Well we actually met through Eton Messy as well. Jake sent me one of his tracks that he had produced for his project Thieves, which I loved. We ended up talking a lot over Facebook and got on really well. It was after about a month or so that I asked Jake to remix a track of mine that I had made under the name Beluga. The result was really great so we then decided to do a collaboration. What came of that was unlike any of our solo projects so for continuity’s sake we decided to put it out under a new name, which was Blonde. And we haven’t looked back since!

Your singles so far have charted really high in the past few months and you’ve been getting some great critical acclaim too – have you been at all surprised by how successful your crossover has been so far?
Initially we were surprised, as we never really set out to have commercial success. When record labels started wanting to meet up with us we couldn’t believe it, as we were just two guys making tracks in our bedrooms at the time. You still get that great feeling when you see total strangers singing along to your songs or tweeting about how much they love it. That’ll never wear off.

There’s a lot of really good house and dance acts coming out of the UK at the minute. What do you think sets you apart from the rest?
I think our attention to song craft sets us apart somewhat. We generally stick to conventional song structures with powerful lyrical messages. Thats what makes a song meaningful to the listener, when its relatable.

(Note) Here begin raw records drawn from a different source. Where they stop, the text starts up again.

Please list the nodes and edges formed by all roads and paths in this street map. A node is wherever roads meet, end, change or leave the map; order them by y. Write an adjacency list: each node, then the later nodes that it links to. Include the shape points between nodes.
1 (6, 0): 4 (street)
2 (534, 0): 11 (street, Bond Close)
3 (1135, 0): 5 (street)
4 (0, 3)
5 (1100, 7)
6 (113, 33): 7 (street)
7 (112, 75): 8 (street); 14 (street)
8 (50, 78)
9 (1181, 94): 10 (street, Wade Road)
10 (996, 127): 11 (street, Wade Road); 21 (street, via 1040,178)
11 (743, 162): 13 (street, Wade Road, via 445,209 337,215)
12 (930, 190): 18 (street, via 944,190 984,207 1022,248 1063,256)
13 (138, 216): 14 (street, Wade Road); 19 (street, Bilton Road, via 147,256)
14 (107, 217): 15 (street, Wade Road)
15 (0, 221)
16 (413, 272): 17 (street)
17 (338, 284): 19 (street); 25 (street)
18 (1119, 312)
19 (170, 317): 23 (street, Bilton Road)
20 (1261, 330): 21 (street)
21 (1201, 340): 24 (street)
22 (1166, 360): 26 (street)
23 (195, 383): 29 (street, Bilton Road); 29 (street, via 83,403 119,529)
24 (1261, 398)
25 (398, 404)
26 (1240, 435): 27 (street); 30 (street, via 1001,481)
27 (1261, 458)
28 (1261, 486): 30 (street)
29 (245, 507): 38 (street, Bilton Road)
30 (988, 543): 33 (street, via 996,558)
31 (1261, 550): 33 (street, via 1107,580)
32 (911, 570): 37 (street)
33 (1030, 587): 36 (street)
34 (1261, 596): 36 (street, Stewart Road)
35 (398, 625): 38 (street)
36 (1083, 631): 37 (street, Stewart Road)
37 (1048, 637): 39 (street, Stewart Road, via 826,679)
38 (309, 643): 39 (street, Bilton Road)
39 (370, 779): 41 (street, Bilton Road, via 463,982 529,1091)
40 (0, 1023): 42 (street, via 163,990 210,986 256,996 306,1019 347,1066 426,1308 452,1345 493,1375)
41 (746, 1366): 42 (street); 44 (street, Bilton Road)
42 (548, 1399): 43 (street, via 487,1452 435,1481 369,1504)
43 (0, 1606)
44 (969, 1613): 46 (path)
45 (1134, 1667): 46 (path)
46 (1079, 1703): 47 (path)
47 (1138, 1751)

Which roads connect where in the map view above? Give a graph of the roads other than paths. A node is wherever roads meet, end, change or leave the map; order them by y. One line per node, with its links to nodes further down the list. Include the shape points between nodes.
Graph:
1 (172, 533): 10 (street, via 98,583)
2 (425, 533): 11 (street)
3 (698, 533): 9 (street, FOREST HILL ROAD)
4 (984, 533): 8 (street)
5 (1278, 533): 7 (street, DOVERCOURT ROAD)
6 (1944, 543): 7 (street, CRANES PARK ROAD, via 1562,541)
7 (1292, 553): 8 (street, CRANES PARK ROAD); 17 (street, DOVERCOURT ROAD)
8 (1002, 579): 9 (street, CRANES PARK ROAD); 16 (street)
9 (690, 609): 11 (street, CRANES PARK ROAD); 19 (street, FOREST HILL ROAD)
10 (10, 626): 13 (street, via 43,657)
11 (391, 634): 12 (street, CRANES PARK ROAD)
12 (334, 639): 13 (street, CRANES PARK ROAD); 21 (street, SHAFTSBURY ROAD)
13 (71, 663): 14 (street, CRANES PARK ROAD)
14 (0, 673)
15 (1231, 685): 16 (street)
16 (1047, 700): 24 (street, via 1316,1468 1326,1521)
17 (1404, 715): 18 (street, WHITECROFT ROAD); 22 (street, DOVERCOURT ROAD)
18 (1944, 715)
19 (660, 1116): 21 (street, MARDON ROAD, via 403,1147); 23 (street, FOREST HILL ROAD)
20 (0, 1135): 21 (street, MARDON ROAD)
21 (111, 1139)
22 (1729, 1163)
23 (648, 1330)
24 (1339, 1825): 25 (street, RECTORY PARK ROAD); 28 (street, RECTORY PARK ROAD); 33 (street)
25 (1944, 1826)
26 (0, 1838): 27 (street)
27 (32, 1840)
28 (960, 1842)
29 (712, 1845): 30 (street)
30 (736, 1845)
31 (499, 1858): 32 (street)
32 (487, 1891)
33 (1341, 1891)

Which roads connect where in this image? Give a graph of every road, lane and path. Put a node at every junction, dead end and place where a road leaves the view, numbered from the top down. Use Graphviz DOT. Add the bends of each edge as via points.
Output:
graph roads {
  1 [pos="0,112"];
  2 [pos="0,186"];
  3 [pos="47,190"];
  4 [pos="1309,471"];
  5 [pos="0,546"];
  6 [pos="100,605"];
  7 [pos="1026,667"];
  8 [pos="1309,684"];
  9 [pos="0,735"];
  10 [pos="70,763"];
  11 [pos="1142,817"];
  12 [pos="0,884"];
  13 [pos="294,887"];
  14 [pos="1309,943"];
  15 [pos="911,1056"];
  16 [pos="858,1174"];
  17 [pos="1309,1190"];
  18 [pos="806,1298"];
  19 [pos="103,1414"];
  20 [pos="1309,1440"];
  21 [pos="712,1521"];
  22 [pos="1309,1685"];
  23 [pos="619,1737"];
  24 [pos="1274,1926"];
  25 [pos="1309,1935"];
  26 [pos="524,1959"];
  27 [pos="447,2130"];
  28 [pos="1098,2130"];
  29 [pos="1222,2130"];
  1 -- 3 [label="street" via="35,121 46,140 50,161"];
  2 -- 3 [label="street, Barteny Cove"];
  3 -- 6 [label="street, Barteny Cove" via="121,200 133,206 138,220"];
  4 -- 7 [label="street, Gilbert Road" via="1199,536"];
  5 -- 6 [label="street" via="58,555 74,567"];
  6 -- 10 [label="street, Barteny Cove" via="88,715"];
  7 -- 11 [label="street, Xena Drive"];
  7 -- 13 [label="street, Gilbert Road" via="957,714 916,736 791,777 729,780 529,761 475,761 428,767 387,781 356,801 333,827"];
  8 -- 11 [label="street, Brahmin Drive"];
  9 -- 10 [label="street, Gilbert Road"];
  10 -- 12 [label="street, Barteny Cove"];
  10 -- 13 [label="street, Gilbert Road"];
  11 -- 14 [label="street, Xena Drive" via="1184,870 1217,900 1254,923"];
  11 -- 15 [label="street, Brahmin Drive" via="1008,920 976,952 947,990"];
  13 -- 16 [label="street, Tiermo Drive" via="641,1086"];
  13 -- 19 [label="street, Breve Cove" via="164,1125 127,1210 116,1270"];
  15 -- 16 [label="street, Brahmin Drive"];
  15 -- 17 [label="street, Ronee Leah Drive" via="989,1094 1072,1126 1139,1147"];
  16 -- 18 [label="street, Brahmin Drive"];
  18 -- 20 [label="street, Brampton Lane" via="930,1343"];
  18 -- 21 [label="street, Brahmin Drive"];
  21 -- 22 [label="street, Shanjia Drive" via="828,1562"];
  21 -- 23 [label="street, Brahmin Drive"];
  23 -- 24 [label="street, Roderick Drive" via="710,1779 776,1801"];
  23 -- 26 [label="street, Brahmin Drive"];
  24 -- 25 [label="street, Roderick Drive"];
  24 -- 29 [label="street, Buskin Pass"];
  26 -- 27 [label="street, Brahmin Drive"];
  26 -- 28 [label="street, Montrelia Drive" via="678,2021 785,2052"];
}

Also the fact that we perform this songs live with a full band I think gives us a unique edge.

You’ve picked up on a lot of new, talented singers on your singles, including Melissa Steel and, on the new single, Karen Harding. How did you come across these vocalists and why did you want to work with them?
With both Melissa and Karen we had been big fans before working with them, so they were always on our wish list of artists to work with. When we write a track we always do so with a very particular vocal in mind, and the process of finding that singer can be very long and difficult. But we were very lucky with Melissa and Karen. We knew their vocals would work before even having heard them sing the songs.

If you could have someone provide guest vocals on one of your tracks, who would it be?
We’re big Usher fans. Also if Mariah Carey fancied jumping on one of our track I don’t think we would complain!

You’re known for your really high-energy DJ sets and you’ve got crowds everywhere from Glastonbury to Creamfields into the party spirit. How different is it to perform live as Blonde compared to putting together a DJ set?
Live shows and DJ sets are totally different kinds of shows. Live shows are where we showcase all our own music, whereas DJ sets we play some of our own stuff but alongside loads of classics and tracks we are enjoying at the time. Whilst both are high energy the live shows are usually the most mental!

What can we expect from you when you come to Newcastle’s O2 Academy?
A set full of all our hits and a handful of unreleased material you won’t be able to hear anywhere else. Also a few covers of house classics that we have put together especially for our live show, so expect to be dancing till your feet ache.

You’ve been continuing to work on your debut album; do you know when it might be coming out and what can we expect from it?
The album has been a working progress for a fair while now, but its looking like we’ll be releasing it mid 2016! We still have a few more tracks we want to put out before hand. But on the album we have tracks is many different styles, so not just house. From slow jams to garage, it’s a real mix up of influences.

Aside from working on new music as Blonde, Eton Messy has continued to be very active. Is it important to you to continue promoting the work of dance and house musicians while also working on your own music?
Participating in the scene will always be important, no matter how much success you have. Otherwise you run the risk of losing touch with whats going on. Also its a great way of supporting artists that we love.

Blonde play O2 Academy, Newcastle on Wednesday 28th October.